Exercise data:
╔══

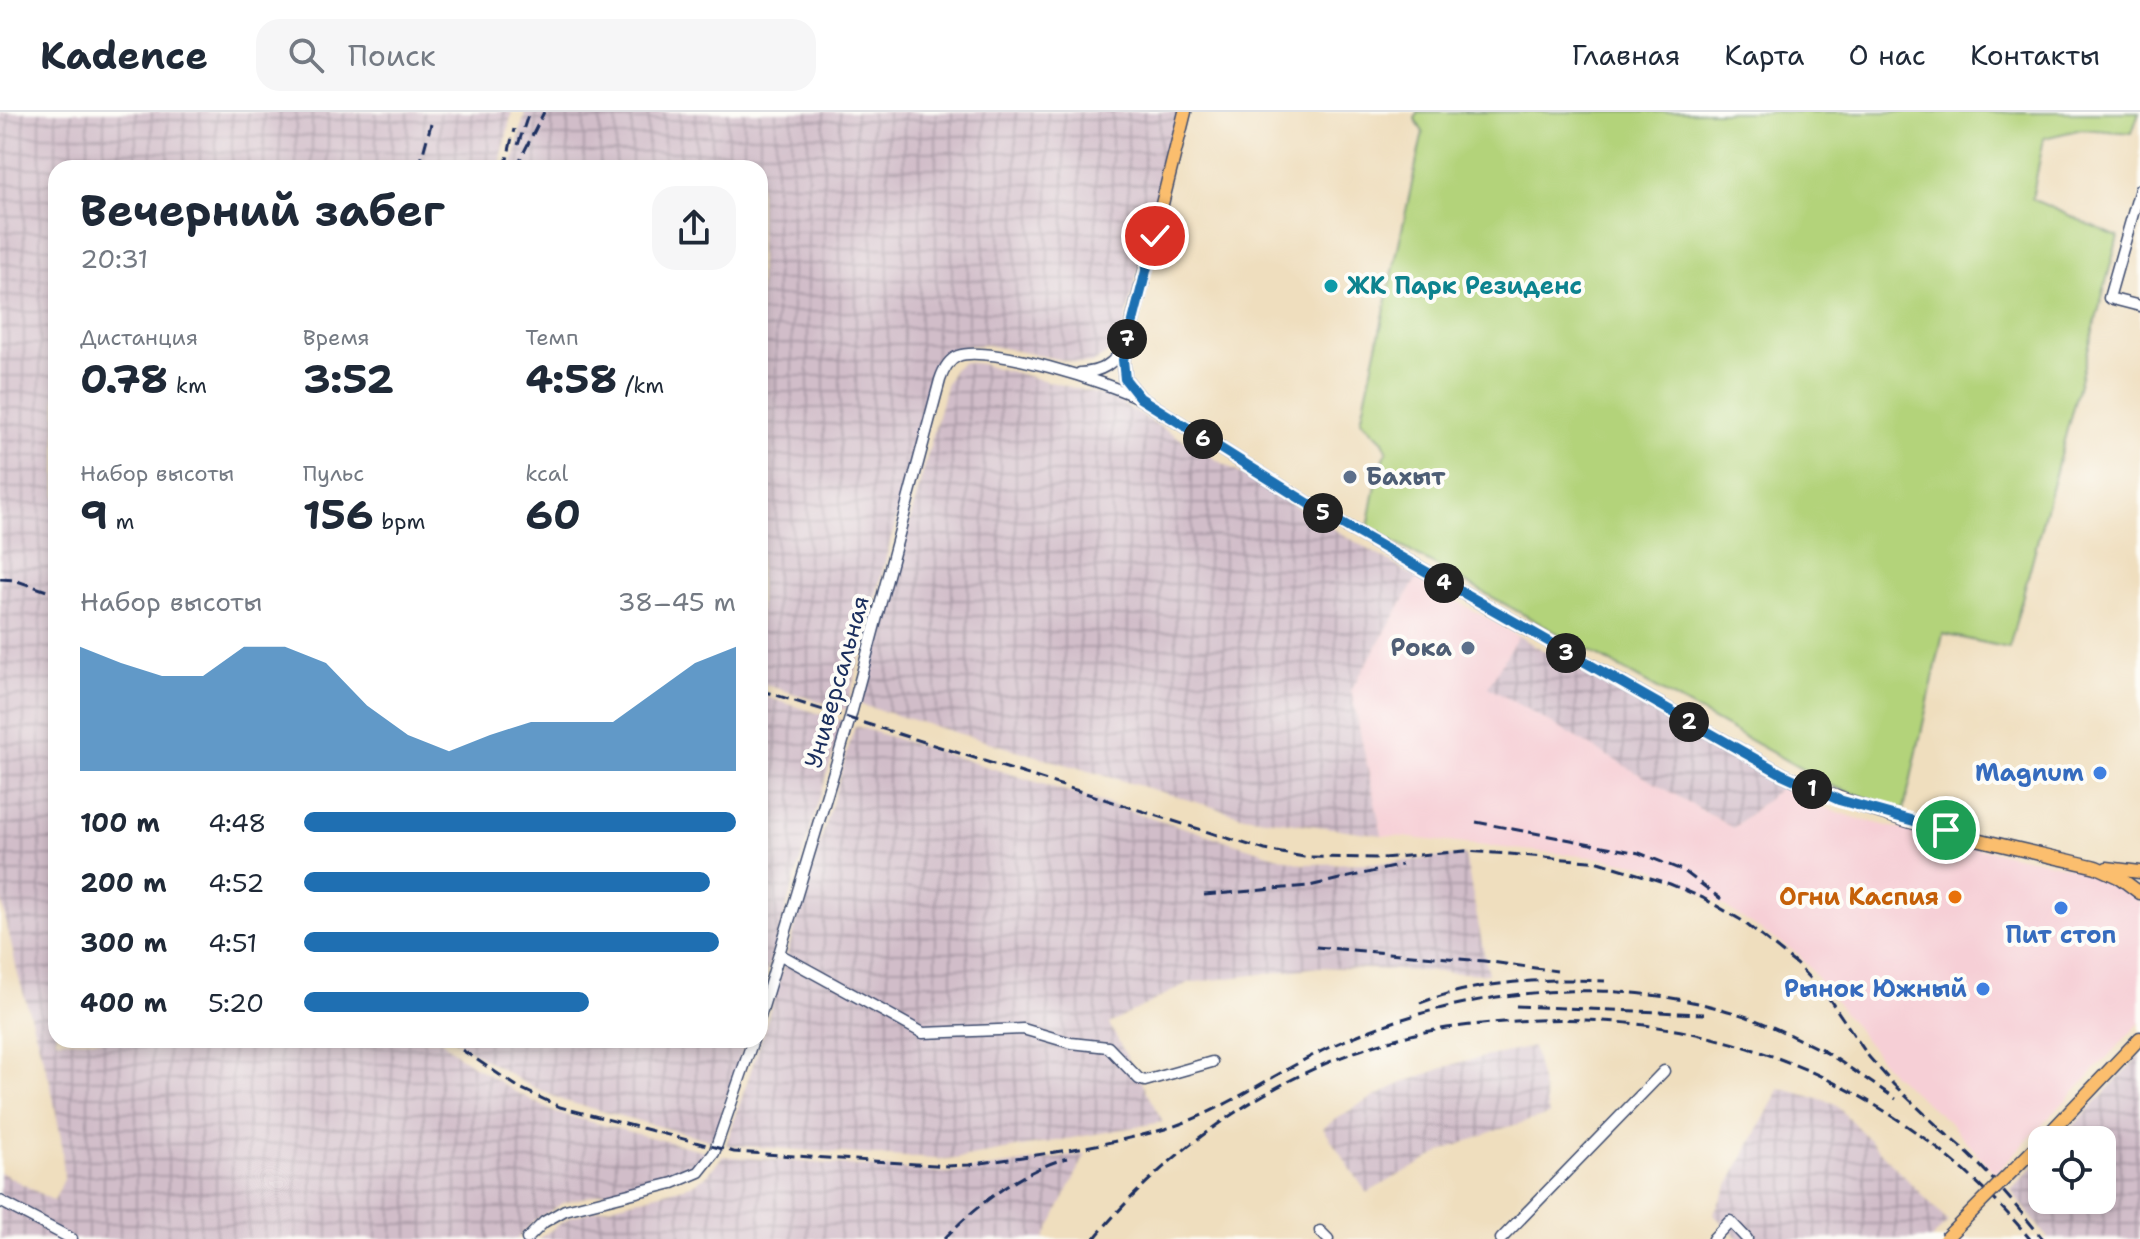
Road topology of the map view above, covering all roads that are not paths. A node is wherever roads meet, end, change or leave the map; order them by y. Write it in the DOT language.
graph roads {
  1 [pos="1185,112"];
  2 [pos="2140,189"];
  3 [pos="2140,306"];
  4 [pos="1126,345"];
  5 [pos="1066,372"];
  6 [pos="1152,406"];
  7 [pos="2096,867"];
  8 [pos="2134,872"];
  9 [pos="2140,893"];
  10 [pos="779,954"];
  11 [pos="768,990"];
  12 [pos="2140,1038"];
  13 [pos="750,1048"];
  14 [pos="1212,1062"];
  15 [pos="1664,1071"];
  16 [pos="2056,1126"];
  17 [pos="2028,1155"];
  18 [pos="0,1201"];
  19 [pos="72,1239"];
  20 [pos="527,1239"];
  21 [pos="1501,1239"];
  22 [pos="1713,1239"];
  23 [pos="1747,1239"];
  24 [pos="1945,1239"];
  1 -- 4 [label="main road"];
  2 -- 3 [label="street"];
  4 -- 5 [label="street"];
  4 -- 6 [label="main road"];
  5 -- 6 [label="street"];
  5 -- 10 [label="street, Универсальная"];
  6 -- 7 [label="main road"];
  7 -- 8 [label="main road"];
  7 -- 9 [label="main road"];
  10 -- 11 [label="street, Универсальная"];
  10 -- 14 [label="street"];
  12 -- 16 [label="main road"];
  13 -- 20 [label="street"];
  15 -- 21 [label="street"];
  17 -- 24 [label="main road, bridge"];
  18 -- 19 [label="street"];
  22 -- 23 [label="street"];
}
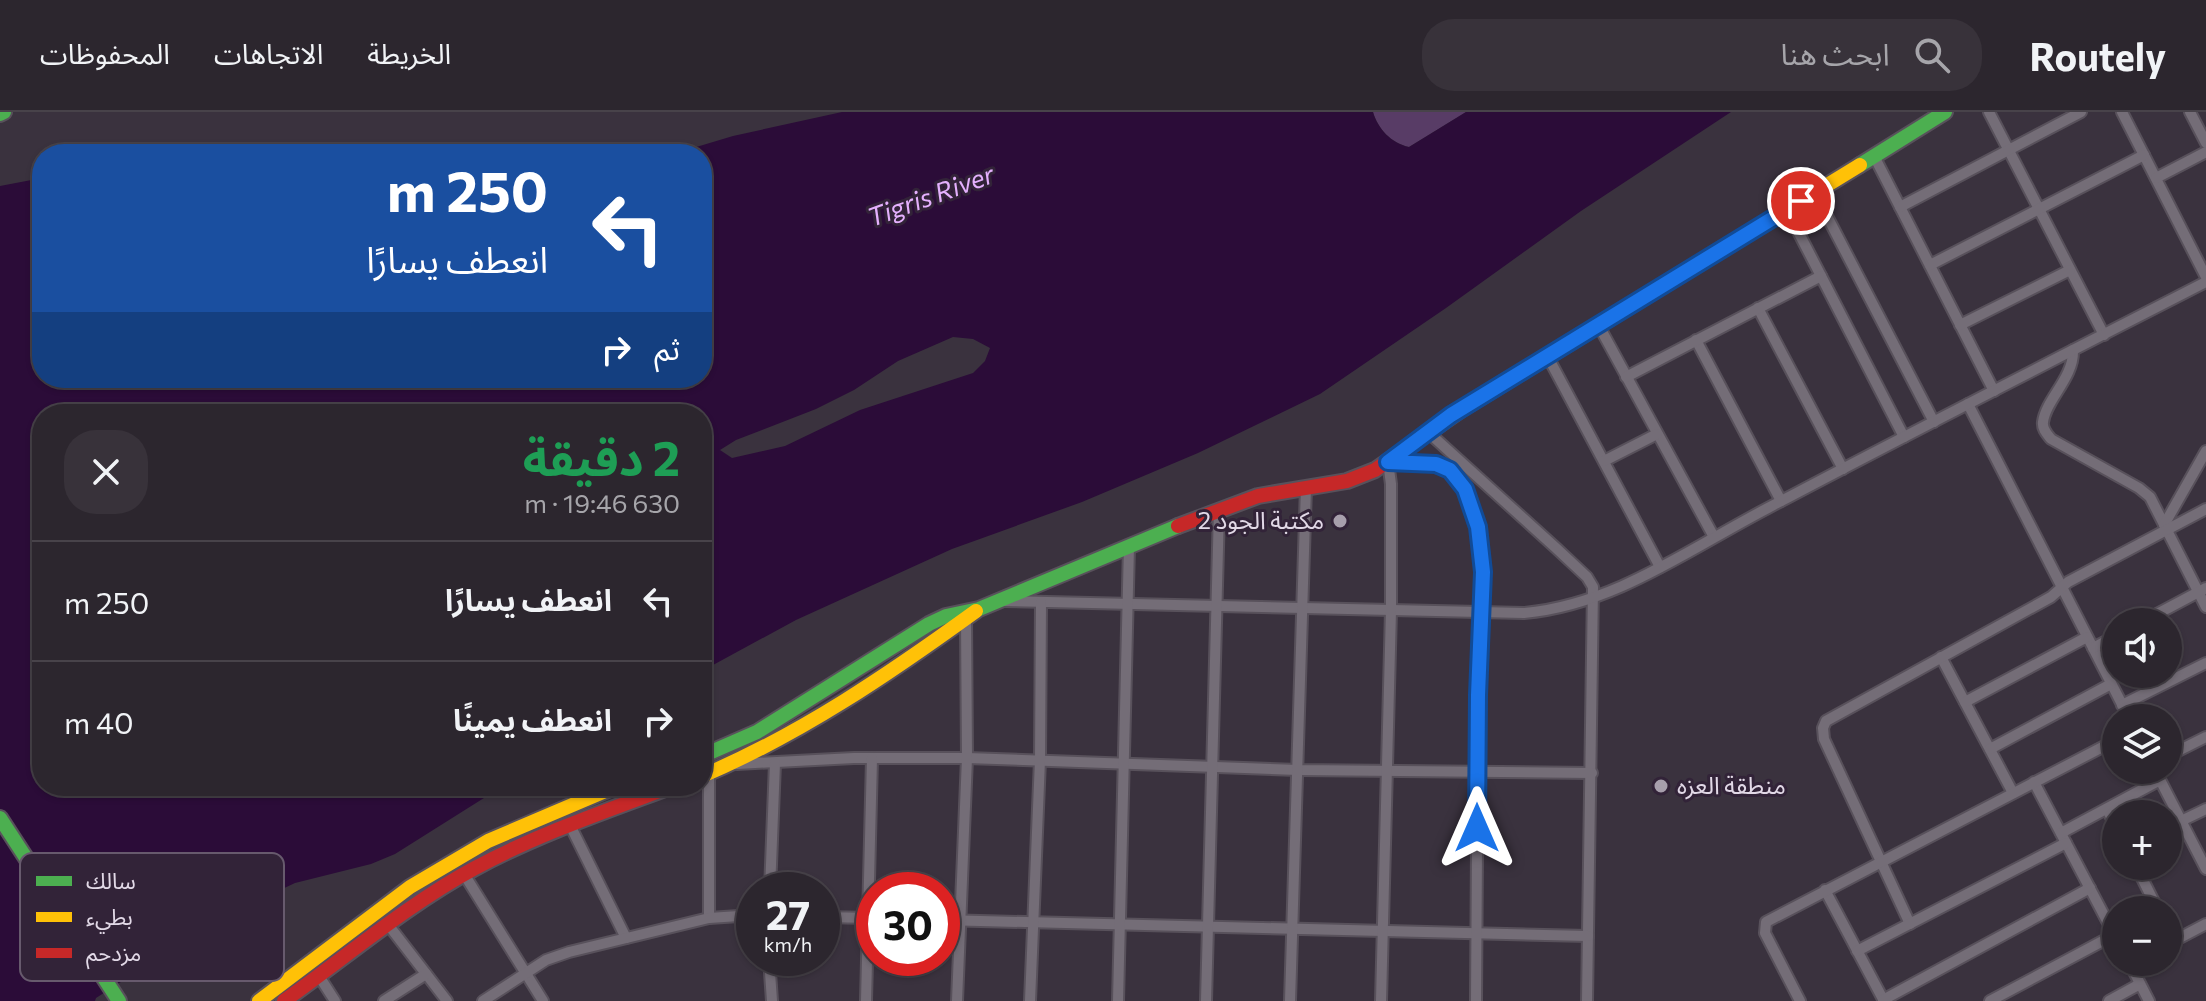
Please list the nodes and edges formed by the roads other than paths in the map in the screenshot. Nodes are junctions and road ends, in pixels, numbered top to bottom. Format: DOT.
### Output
graph roads {
  1 [pos="1945,112"];
  2 [pos="1989,112"];
  3 [pos="2081,112"];
  4 [pos="2122,112"];
  5 [pos="2190,112"];
  6 [pos="2206,143"];
  7 [pos="2008,150"];
  8 [pos="2206,152"];
  9 [pos="2144,155"];
  10 [pos="1874,156"];
  11 [pos="2156,178"];
  12 [pos="1815,193"];
  13 [pos="1900,207"];
  14 [pos="2039,209"];
  15 [pos="1787,210"];
  16 [pos="1930,265"];
  17 [pos="2070,270"];
  18 [pos="1821,276"];
  19 [pos="2206,280"];
  20 [pos="1758,308"];
  21 [pos="1960,325"];
  22 [pos="1599,326"];
  23 [pos="2104,335"];
  24 [pos="1696,340"];
  25 [pos="2073,350"];
  26 [pos="1548,357"];
  27 [pos="1626,377"];
  28 [pos="1994,391"];
  29 [pos="1968,404"];
  30 [pos="1934,422"];
  31 [pos="1428,432"];
  32 [pos="1657,434"];
  33 [pos="1904,437"];
  34 [pos="2206,451"];
  35 [pos="1604,461"];
  36 [pos="1388,462"];
  37 [pos="1843,469"];
  38 [pos="1306,487"];
  39 [pos="1781,501"];
  40 [pos="2206,509"];
  41 [pos="1219,510"];
  42 [pos="2166,527"];
  43 [pos="1714,537"];
  44 [pos="1129,546"];
  45 [pos="1660,567"];
  46 [pos="2062,587"];
  47 [pos="2202,590"];
  48 [pos="1595,597"];
  49 [pos="998,601"];
  50 [pos="1041,602"];
  51 [pos="1129,604"];
  52 [pos="1217,606"];
  53 [pos="2206,607"];
  54 [pos="1304,608"];
  55 [pos="2168,608"];
  56 [pos="979,609"];
  57 [pos="1391,610"];
  58 [pos="1480,612"];
  59 [pos="966,618"];
  60 [pos="2087,637"];
  61 [pos="2102,643"];
  62 [pos="2093,648"];
  63 [pos="1941,657"];
  64 [pos="2206,663"];
  65 [pos="2102,666"];
  66 [pos="2104,688"];
  67 [pos="1965,702"];
  68 [pos="2124,704"];
  69 [pos="2206,737"];
  70 [pos="2102,747"];
  71 [pos="1990,749"];
  72 [pos="2182,749"];
  73 [pos="712,752"];
  74 [pos="872,758"];
  75 [pos="967,758"];
  76 [pos="1040,760"];
  77 [pos="775,763"];
  78 [pos="1125,763"];
  79 [pos="731,764"];
  80 [pos="1212,767"];
  81 [pos="1298,770"];
  82 [pos="712,771"];
  83 [pos="1387,771"];
  84 [pos="1477,772"];
  85 [pos="1592,773"];
  86 [pos="2034,782"];
  87 [pos="2144,784"];
  88 [pos="2013,793"];
  89 [pos="594,796"];
  90 [pos="647,796"];
  91 [pos="706,796"];
  92 [pos="2120,800"];
  93 [pos="2206,809"];
  94 [pos="2102,812"];
  95 [pos="0,818"];
  96 [pos="2182,821"];
  97 [pos="2182,822"];
  98 [pos="570,825"];
  99 [pos="2063,838"];
  100 [pos="23,853"];
  101 [pos="2203,854"];
  102 [pos="1880,861"];
  103 [pos="2206,869"];
  104 [pos="771,872"];
  105 [pos="871,872"];
  106 [pos="464,874"];
  107 [pos="2090,888"];
  108 [pos="1825,890"];
  109 [pos="2102,911"];
  110 [pos="736,916"];
  111 [pos="709,918"];
  112 [pos="960,920"];
  113 [pos="1034,922"];
  114 [pos="1910,924"];
  115 [pos="2206,924"];
  116 [pos="1120,925"];
  117 [pos="1208,925"];
  118 [pos="1293,926"];
  119 [pos="390,927"];
  120 [pos="1383,930"];
  121 [pos="1477,932"];
  122 [pos="351,933"];
  123 [pos="2182,933"];
  124 [pos="1588,936"];
  125 [pos="626,938"];
  126 [pos="2102,943"];
  127 [pos="362,946"];
  128 [pos="1857,951"];
  129 [pos="528,972"];
  130 [pos="426,974"];
  131 [pos="319,976"];
  132 [pos="770,976"];
  133 [pos="868,976"];
  134 [pos="958,976"];
  135 [pos="2137,976"];
  136 [pos="106,981"];
  137 [pos="2140,984"];
  138 [pos="1883,1000"];
  139 [pos="119,1001"];
  140 [pos="259,1001"];
  141 [pos="284,1001"];
  142 [pos="335,1001"];
  143 [pos="384,1001"];
  144 [pos="447,1001"];
  145 [pos="483,1001"];
  146 [pos="543,1001"];
  147 [pos="772,1001"];
  148 [pos="866,1001"];
  149 [pos="957,1001"];
  150 [pos="1030,1001"];
  151 [pos="1118,1001"];
  152 [pos="1206,1001"];
  153 [pos="1290,1001"];
  154 [pos="1381,1001"];
  155 [pos="1476,1001"];
  156 [pos="1587,1001"];
  157 [pos="1800,1001"];
  158 [pos="1990,1001"];
  159 [pos="2109,1001"];
  160 [pos="2149,1001"];
  1 -- 10 [label="main road"];
  2 -- 7 [label="street"];
  3 -- 7 [label="street"];
  4 -- 9 [label="street"];
  5 -- 6 [label="street"];
  7 -- 13 [label="street"];
  7 -- 14 [label="street"];
  8 -- 11 [label="street"];
  9 -- 11 [label="street"];
  9 -- 14 [label="street"];
  10 -- 12 [label="main road"];
  10 -- 13 [label="street"];
  11 -- 19 [label="street"];
  12 -- 15 [label="main road"];
  12 -- 30 [label="street"];
  13 -- 16 [label="street"];
  14 -- 16 [label="street"];
  14 -- 17 [label="street"];
  15 -- 18 [label="street"];
  15 -- 22 [label="main road"];
  16 -- 21 [label="street"];
  17 -- 21 [label="street"];
  17 -- 23 [label="street"];
  18 -- 20 [label="street"];
  18 -- 33 [label="street"];
  19 -- 23 [label="street"];
  20 -- 24 [label="street"];
  20 -- 37 [label="street"];
  21 -- 28 [label="street"];
  22 -- 26 [label="main road"];
  22 -- 27 [label="street"];
  23 -- 25 [label="street"];
  24 -- 27 [label="street"];
  24 -- 39 [label="street"];
  25 -- 28 [label="street"];
  25 -- 42 [label="street"];
  26 -- 31 [label="main road"];
  26 -- 35 [label="street"];
  27 -- 32 [label="street"];
  28 -- 29 [label="street"];
  29 -- 30 [label="street"];
  29 -- 46 [label="street"];
  30 -- 33 [label="street"];
  31 -- 36 [label="main road"];
  31 -- 48 [label="street"];
  32 -- 35 [label="street"];
  32 -- 43 [label="street"];
  33 -- 37 [label="street"];
  34 -- 42 [label="street"];
  35 -- 45 [label="street"];
  36 -- 38 [label="main road"];
  36 -- 57 [label="street"];
  36 -- 58 [label="street"];
  37 -- 39 [label="street"];
  38 -- 41 [label="main road"];
  38 -- 54 [label="street"];
  39 -- 43 [label="street"];
  40 -- 42 [label="street"];
  41 -- 44 [label="main road"];
  41 -- 52 [label="street"];
  42 -- 46 [label="street"];
  42 -- 47 [label="street"];
  43 -- 45 [label="street"];
  44 -- 49 [label="main road"];
  44 -- 51 [label="street"];
  45 -- 48 [label="street"];
  46 -- 60 [label="street"];
  46 -- 63 [label="street"];
  47 -- 53 [label="street"];
  47 -- 55 [label="street"];
  48 -- 58 [label="street"];
  48 -- 85 [label="street"];
  49 -- 50 [label="street"];
  49 -- 56 [label="main road"];
  50 -- 51 [label="street"];
  50 -- 76 [label="street"];
  51 -- 52 [label="street"];
  51 -- 78 [label="street"];
  52 -- 54 [label="street"];
  52 -- 80 [label="street"];
  54 -- 57 [label="street"];
  54 -- 81 [label="street"];
  56 -- 59 [label="main road"];
  56 -- 73 [label="main road"];
  57 -- 58 [label="street"];
  57 -- 83 [label="street"];
  58 -- 84 [label="street"];
  59 -- 75 [label="street"];
  59 -- 79 [label="main road"];
  60 -- 62 [label="street"];
  60 -- 67 [label="street"];
  61 -- 62 [label="street"];
  62 -- 65 [label="street"];
  63 -- 67 [label="street"];
  63 -- 102 [label="street"];
  64 -- 68 [label="street"];
  66 -- 71 [label="street"];
  67 -- 71 [label="street"];
  69 -- 72 [label="street"];
  70 -- 86 [label="street"];
  71 -- 88 [label="street"];
  74 -- 75 [label="street"];
  74 -- 77 [label="street"];
  74 -- 105 [label="street"];
  75 -- 76 [label="street"];
  75 -- 112 [label="street"];
  76 -- 78 [label="street"];
  76 -- 113 [label="street"];
  77 -- 79 [label="street"];
  77 -- 104 [label="street"];
  78 -- 80 [label="street"];
  78 -- 116 [label="street"];
  79 -- 82 [label="main road"];
  80 -- 81 [label="street"];
  80 -- 117 [label="street"];
  81 -- 83 [label="street"];
  81 -- 118 [label="street"];
  83 -- 84 [label="street"];
  83 -- 120 [label="street"];
  84 -- 85 [label="street"];
  84 -- 121 [label="street"];
  85 -- 124 [label="street"];
  86 -- 88 [label="street"];
  86 -- 99 [label="street"];
  87 -- 92 [label="street"];
  88 -- 102 [label="street"];
  89 -- 122 [label="main road"];
  90 -- 98 [label="main road"];
  91 -- 111 [label="street"];
  93 -- 96 [label="street"];
  94 -- 99 [label="street"];
  95 -- 100 [label="main road"];
  97 -- 101 [label="street"];
  98 -- 106 [label="main road"];
  98 -- 125 [label="street"];
  99 -- 107 [label="street"];
  99 -- 114 [label="street"];
  101 -- 103 [label="street"];
  102 -- 108 [label="street"];
  102 -- 114 [label="street"];
  106 -- 119 [label="main road"];
  106 -- 129 [label="street"];
  107 -- 109 [label="street"];
  107 -- 138 [label="street"];
  108 -- 128 [label="street"];
  108 -- 157 [label="street"];
  110 -- 111 [label="street"];
  111 -- 125 [label="street"];
  112 -- 113 [label="street"];
  113 -- 116 [label="street"];
  113 -- 150 [label="street"];
  114 -- 128 [label="street"];
  115 -- 123 [label="street"];
  116 -- 117 [label="street"];
  116 -- 151 [label="street"];
  117 -- 118 [label="street"];
  117 -- 152 [label="street"];
  118 -- 120 [label="street"];
  118 -- 153 [label="street"];
  119 -- 127 [label="main road"];
  119 -- 130 [label="street"];
  120 -- 121 [label="street"];
  120 -- 154 [label="street"];
  121 -- 124 [label="street"];
  121 -- 155 [label="street"];
  122 -- 127 [label="main road"];
  122 -- 140 [label="main road"];
  124 -- 156 [label="street"];
  125 -- 129 [label="street"];
  126 -- 158 [label="street"];
  127 -- 131 [label="main road"];
  128 -- 138 [label="street"];
  129 -- 145 [label="street"];
  129 -- 146 [label="street"];
  130 -- 143 [label="street"];
  130 -- 144 [label="street"];
  131 -- 141 [label="main road"];
  131 -- 142 [label="street"];
  132 -- 147 [label="street"];
  133 -- 148 [label="street"];
  134 -- 149 [label="street"];
  135 -- 137 [label="street"];
  136 -- 139 [label="main road"];
  137 -- 159 [label="street"];
  137 -- 160 [label="street"];
}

╚══

What the task asks: Check each line of the data above for the word "roads" and say how many lines contain it, giving nothing besides the number.

The answer: 4